7. From scanning the law covered by the expressions surpa, need not to bulk further by reproducing the provisions, coming back to the facts, the certificate of the Tahasildar dated 05.11.2011 only speaks that pursuant to the sale deeds of the alleged delivery of possession of the property referring therein executed by the defendants 1, 2 and father of the defendants 3 to 5, there is no property available as per the revenue record and it falls short on survey. That is not the end of the plaint pleading as it is further stated that pursuant to which the plaintiff has been demanding the defendants to execute sale deeds for other survey numbers and the defendants even postponing and it is ultimately stated that while they were so postponing ultimately they refused to execute rectification deeds on 01.11.2015 and that is the cause of action to compute the period of limitation to the date of suit filed on 04.12.2015 as within the three years. 8. It is a mixed question of fact and law practically whether the date 05.11.2011 can straightaway be taken as knowledge of the fraud played by the defendants on the plaintiff, merely because of certificate issued by the Tahasildar of land is not available as per the revenue record. That is the crux to be decided only on letting in evidence. If that is to be established, the plaint can be said barred by limitation. If not, it is within time.
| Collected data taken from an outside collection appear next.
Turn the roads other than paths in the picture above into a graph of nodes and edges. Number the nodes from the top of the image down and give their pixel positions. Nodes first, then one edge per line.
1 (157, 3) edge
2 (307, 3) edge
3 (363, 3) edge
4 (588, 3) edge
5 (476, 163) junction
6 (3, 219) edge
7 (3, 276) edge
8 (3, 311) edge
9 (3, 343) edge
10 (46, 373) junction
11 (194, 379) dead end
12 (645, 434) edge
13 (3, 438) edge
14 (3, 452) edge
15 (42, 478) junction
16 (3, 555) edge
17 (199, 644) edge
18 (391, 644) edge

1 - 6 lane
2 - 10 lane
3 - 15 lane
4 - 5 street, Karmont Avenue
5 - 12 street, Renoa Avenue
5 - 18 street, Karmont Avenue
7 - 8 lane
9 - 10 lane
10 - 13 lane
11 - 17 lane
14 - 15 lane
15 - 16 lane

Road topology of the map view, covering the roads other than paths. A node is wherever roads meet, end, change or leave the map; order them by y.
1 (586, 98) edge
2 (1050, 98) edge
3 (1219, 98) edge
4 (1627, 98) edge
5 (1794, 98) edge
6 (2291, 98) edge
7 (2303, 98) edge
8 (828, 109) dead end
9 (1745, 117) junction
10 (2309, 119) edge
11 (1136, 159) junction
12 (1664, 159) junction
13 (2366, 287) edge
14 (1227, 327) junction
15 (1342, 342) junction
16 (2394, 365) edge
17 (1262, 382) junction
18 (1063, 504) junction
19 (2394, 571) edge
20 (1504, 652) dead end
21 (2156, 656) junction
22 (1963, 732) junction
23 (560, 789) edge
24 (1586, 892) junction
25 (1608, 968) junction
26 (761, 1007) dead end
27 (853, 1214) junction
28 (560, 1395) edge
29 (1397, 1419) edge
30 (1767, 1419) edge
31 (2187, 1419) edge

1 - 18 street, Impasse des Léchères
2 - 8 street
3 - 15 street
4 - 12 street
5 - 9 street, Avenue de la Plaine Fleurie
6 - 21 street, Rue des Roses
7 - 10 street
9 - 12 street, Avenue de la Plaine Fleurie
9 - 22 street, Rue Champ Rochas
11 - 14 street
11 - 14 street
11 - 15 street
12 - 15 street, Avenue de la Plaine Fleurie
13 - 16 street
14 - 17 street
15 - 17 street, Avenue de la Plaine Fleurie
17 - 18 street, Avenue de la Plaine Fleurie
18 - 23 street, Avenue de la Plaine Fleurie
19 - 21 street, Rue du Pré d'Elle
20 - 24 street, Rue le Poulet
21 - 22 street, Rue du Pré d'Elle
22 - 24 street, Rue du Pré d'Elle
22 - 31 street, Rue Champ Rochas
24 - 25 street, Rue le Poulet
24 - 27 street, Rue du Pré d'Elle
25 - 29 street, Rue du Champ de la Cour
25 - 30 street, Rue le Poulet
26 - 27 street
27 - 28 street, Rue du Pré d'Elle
Once such is a mixed question of fact and law, it does not permit to reject the plaint from that single sentence, that too when the law is very clear from the expressions supra that a plaint on its face value by taking the allegations as if true if barred by limitation, then only to reject the plaint and not otherwise though the power of rejection is available right from the filing of suit till end of trial. In view of the above, there is nothing to interfere with the impugned order herein, while sitting in revision. 9. In the result, the Civil Revision Petition is dismissed. Consequently, miscellaneous petitions, if any pending in this revision, shall stand closed. There is no order as to costs.